Provided entries section start

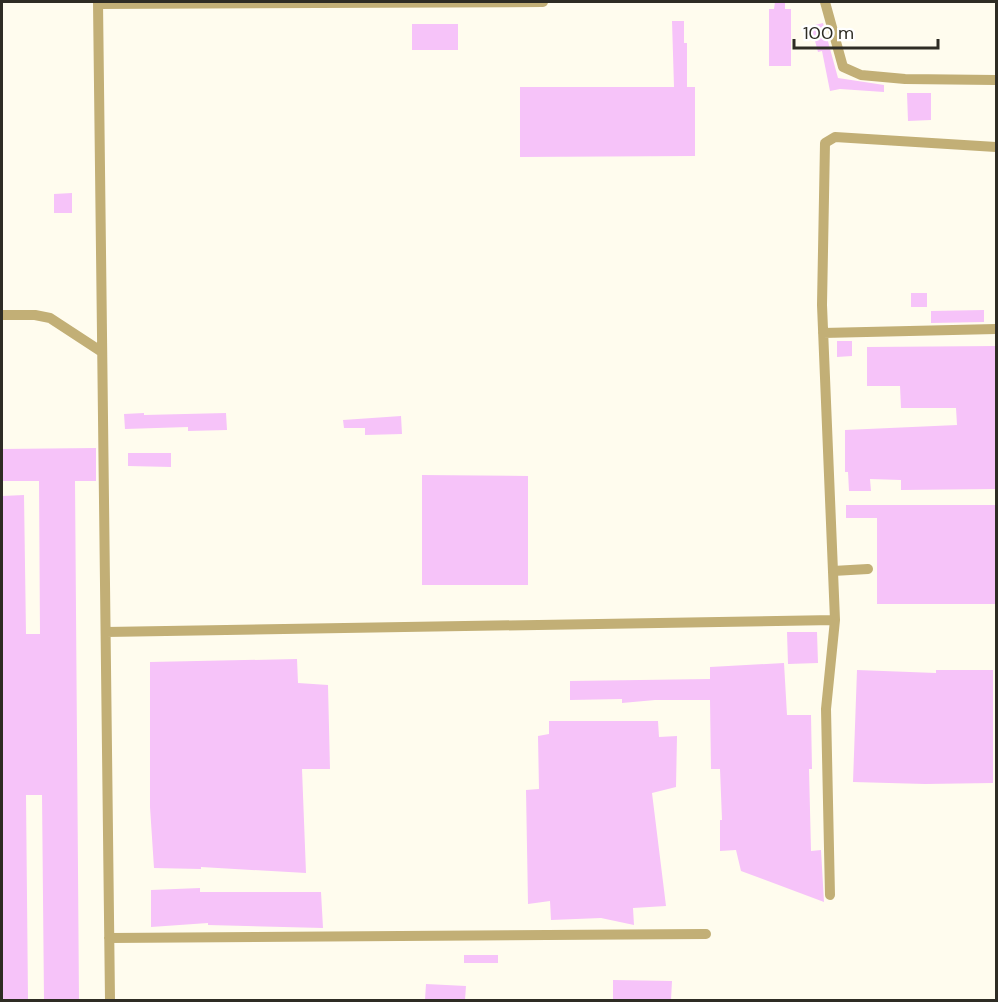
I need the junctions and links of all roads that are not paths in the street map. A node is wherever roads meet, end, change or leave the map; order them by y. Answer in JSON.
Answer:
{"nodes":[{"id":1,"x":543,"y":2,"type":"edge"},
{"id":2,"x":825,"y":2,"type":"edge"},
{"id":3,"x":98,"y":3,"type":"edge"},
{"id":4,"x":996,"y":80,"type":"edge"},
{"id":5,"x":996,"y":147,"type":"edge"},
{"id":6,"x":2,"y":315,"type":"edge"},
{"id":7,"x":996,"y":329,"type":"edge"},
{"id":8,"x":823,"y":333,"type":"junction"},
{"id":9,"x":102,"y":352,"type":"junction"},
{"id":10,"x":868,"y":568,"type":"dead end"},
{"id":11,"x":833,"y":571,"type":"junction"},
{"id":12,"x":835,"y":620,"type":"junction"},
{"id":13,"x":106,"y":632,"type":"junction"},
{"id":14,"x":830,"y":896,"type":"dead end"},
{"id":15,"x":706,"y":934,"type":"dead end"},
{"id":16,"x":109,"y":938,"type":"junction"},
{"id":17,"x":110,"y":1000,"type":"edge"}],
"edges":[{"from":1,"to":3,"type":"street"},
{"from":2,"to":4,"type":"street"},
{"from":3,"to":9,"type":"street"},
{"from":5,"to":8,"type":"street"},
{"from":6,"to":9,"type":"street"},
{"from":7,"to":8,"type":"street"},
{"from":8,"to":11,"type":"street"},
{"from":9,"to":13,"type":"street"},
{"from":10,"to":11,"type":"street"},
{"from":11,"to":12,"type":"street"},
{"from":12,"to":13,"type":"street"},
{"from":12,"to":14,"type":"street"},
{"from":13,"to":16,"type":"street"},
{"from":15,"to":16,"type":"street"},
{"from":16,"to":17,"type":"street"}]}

Provided entries section end

Exercise prompt => Word-for-word copy, no pictures: write out the entries above in full.

Result of the exercise =>
I need the junctions and links of all roads that are not paths in the street map. A node is wherever roads meet, end, change or leave the map; order them by y. Answer in JSON.
Answer:
{"nodes":[{"id":1,"x":543,"y":2,"type":"edge"},
{"id":2,"x":825,"y":2,"type":"edge"},
{"id":3,"x":98,"y":3,"type":"edge"},
{"id":4,"x":996,"y":80,"type":"edge"},
{"id":5,"x":996,"y":147,"type":"edge"},
{"id":6,"x":2,"y":315,"type":"edge"},
{"id":7,"x":996,"y":329,"type":"edge"},
{"id":8,"x":823,"y":333,"type":"junction"},
{"id":9,"x":102,"y":352,"type":"junction"},
{"id":10,"x":868,"y":568,"type":"dead end"},
{"id":11,"x":833,"y":571,"type":"junction"},
{"id":12,"x":835,"y":620,"type":"junction"},
{"id":13,"x":106,"y":632,"type":"junction"},
{"id":14,"x":830,"y":896,"type":"dead end"},
{"id":15,"x":706,"y":934,"type":"dead end"},
{"id":16,"x":109,"y":938,"type":"junction"},
{"id":17,"x":110,"y":1000,"type":"edge"}],
"edges":[{"from":1,"to":3,"type":"street"},
{"from":2,"to":4,"type":"street"},
{"from":3,"to":9,"type":"street"},
{"from":5,"to":8,"type":"street"},
{"from":6,"to":9,"type":"street"},
{"from":7,"to":8,"type":"street"},
{"from":8,"to":11,"type":"street"},
{"from":9,"to":13,"type":"street"},
{"from":10,"to":11,"type":"street"},
{"from":11,"to":12,"type":"street"},
{"from":12,"to":13,"type":"street"},
{"from":12,"to":14,"type":"street"},
{"from":13,"to":16,"type":"street"},
{"from":15,"to":16,"type":"street"},
{"from":16,"to":17,"type":"street"}]}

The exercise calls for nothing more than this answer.